◆ **Work to complete**
In the entries that follow, how many lines contain "image"? Answer with the number only.
--- Records for the exercise ---
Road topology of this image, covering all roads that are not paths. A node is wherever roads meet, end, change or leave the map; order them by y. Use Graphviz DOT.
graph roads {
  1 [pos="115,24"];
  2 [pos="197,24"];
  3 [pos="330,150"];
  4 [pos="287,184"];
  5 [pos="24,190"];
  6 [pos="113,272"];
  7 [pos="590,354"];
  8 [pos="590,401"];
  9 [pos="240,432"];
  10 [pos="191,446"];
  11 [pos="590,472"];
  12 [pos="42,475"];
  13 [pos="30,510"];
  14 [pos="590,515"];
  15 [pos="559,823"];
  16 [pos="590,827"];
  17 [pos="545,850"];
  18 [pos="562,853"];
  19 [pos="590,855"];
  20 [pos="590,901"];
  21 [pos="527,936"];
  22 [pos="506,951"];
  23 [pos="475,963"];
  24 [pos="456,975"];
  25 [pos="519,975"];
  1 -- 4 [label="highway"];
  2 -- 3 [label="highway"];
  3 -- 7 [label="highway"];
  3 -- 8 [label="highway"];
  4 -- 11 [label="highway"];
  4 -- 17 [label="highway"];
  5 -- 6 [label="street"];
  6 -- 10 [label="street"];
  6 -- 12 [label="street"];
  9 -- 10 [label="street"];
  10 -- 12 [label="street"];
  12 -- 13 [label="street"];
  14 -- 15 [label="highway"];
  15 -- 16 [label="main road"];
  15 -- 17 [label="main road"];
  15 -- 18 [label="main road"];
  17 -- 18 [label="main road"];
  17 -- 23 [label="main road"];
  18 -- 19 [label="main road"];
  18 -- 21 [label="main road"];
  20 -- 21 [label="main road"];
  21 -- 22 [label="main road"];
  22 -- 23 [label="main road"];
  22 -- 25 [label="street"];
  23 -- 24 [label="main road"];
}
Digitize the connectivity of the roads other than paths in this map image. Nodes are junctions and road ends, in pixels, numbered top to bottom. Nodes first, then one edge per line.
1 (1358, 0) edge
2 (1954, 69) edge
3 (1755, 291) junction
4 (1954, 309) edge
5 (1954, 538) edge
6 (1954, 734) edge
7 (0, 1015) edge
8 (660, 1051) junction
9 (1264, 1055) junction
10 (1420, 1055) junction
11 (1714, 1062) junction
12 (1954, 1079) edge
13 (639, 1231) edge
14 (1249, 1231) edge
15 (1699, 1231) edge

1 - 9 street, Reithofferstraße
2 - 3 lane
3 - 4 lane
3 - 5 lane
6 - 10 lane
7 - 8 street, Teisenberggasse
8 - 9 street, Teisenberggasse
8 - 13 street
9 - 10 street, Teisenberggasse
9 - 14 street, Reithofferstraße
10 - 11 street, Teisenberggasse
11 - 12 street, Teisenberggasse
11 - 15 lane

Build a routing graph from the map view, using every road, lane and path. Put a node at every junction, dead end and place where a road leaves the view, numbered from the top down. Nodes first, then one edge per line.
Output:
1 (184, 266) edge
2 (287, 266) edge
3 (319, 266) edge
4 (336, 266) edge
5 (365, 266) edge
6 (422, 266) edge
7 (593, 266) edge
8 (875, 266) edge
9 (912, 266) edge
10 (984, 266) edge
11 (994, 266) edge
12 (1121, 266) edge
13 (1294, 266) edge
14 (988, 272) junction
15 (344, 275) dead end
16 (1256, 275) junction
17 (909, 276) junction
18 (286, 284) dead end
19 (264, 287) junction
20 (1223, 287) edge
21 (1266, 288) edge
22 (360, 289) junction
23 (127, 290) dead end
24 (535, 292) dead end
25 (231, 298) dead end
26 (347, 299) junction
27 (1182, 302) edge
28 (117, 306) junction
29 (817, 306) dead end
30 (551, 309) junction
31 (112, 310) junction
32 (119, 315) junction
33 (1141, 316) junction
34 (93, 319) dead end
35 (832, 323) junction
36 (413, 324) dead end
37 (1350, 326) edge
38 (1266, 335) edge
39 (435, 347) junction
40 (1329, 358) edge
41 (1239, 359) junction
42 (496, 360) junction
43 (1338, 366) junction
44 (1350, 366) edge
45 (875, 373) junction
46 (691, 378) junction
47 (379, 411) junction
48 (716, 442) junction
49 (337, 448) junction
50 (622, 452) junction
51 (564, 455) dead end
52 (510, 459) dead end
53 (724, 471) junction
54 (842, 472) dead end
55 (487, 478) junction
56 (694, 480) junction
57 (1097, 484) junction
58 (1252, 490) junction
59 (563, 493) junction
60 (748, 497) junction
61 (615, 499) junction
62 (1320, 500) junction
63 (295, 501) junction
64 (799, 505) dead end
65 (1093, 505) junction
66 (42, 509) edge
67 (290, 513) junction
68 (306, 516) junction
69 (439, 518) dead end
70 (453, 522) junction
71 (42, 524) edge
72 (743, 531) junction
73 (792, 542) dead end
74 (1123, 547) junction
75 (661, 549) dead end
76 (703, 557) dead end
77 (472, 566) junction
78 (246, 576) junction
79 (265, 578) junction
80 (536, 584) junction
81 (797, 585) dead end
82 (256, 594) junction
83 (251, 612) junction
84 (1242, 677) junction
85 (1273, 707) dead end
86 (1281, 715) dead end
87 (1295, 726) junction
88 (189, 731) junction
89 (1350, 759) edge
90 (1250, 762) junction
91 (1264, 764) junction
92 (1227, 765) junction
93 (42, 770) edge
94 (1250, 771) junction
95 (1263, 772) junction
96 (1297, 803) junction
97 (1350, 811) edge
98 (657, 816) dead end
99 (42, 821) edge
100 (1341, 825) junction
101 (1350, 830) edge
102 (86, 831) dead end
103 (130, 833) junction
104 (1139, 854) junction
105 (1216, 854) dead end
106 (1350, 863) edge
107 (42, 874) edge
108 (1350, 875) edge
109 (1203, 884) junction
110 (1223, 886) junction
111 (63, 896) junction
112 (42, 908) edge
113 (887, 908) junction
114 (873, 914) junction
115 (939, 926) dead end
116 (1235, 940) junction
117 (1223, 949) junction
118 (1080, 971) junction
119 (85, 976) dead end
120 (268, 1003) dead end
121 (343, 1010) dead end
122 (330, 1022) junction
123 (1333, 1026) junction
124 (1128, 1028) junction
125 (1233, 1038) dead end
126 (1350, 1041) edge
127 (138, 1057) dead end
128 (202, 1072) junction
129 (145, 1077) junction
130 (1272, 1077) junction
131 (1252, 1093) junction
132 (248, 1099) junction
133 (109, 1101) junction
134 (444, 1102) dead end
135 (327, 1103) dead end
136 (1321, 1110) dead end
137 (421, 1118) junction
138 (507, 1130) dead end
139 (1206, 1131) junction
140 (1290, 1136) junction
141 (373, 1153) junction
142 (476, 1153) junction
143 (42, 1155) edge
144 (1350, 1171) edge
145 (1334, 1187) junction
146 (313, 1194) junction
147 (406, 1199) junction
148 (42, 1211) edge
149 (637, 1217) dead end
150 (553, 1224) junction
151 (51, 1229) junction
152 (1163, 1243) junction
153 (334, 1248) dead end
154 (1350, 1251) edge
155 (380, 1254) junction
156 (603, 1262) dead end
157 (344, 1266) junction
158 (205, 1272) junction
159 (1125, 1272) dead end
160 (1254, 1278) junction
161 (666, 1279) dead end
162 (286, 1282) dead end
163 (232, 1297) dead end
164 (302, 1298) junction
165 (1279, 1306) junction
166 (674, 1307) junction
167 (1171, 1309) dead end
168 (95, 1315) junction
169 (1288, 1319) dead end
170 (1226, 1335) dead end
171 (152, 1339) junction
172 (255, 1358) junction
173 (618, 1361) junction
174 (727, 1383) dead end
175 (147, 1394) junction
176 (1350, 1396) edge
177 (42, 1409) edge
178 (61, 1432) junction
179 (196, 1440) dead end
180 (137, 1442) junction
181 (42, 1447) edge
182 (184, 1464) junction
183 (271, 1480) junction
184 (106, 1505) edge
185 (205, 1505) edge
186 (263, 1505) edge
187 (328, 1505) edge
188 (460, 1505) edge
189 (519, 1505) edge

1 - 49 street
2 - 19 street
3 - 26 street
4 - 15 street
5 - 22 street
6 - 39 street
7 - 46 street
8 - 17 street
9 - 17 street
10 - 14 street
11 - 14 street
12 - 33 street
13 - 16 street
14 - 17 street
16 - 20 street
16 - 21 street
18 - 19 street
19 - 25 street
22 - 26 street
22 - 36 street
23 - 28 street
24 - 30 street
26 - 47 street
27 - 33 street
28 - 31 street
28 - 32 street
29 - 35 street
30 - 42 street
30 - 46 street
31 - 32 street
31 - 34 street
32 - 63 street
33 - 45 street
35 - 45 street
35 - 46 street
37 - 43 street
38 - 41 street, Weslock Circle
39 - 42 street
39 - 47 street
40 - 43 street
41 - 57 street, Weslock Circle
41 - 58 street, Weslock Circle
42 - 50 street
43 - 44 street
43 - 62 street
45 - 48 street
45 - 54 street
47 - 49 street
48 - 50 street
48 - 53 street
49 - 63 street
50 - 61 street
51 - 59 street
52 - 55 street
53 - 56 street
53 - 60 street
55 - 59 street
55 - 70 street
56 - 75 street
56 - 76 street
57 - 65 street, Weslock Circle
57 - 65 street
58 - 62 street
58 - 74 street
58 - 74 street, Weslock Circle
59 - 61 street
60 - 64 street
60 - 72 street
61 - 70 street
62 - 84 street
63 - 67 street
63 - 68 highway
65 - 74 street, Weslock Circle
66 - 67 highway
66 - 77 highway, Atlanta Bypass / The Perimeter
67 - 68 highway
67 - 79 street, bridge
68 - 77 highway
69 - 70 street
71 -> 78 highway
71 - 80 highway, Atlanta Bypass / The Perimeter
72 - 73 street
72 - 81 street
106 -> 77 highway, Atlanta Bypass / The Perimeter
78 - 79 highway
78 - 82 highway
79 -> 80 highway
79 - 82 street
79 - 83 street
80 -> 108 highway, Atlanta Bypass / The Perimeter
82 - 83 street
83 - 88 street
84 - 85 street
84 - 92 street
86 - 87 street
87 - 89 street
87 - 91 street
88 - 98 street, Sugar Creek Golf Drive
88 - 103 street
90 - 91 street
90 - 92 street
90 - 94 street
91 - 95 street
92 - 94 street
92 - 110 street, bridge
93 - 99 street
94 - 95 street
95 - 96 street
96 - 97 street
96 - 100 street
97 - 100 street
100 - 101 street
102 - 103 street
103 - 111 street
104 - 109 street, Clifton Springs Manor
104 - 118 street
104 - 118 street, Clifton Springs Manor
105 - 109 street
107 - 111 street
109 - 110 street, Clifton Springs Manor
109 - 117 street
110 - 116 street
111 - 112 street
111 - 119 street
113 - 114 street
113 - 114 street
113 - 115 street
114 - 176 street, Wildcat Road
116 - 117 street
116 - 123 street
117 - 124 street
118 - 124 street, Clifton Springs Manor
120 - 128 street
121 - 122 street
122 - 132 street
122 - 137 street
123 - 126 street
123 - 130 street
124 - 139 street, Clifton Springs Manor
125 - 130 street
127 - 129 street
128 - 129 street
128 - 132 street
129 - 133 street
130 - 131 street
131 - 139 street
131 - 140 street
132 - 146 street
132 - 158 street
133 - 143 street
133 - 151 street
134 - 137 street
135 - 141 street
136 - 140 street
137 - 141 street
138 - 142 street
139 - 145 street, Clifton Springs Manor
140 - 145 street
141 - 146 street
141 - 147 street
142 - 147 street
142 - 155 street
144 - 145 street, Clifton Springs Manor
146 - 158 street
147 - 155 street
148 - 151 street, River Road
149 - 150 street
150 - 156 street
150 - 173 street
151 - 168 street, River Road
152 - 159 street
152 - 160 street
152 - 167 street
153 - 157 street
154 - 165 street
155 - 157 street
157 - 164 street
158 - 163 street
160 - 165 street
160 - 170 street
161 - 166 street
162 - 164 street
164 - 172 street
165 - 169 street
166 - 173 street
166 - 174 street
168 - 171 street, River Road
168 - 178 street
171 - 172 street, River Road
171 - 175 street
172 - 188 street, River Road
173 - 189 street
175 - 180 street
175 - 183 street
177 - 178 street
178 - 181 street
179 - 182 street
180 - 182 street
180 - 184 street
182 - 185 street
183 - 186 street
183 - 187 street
---
◆ **Finished task**
2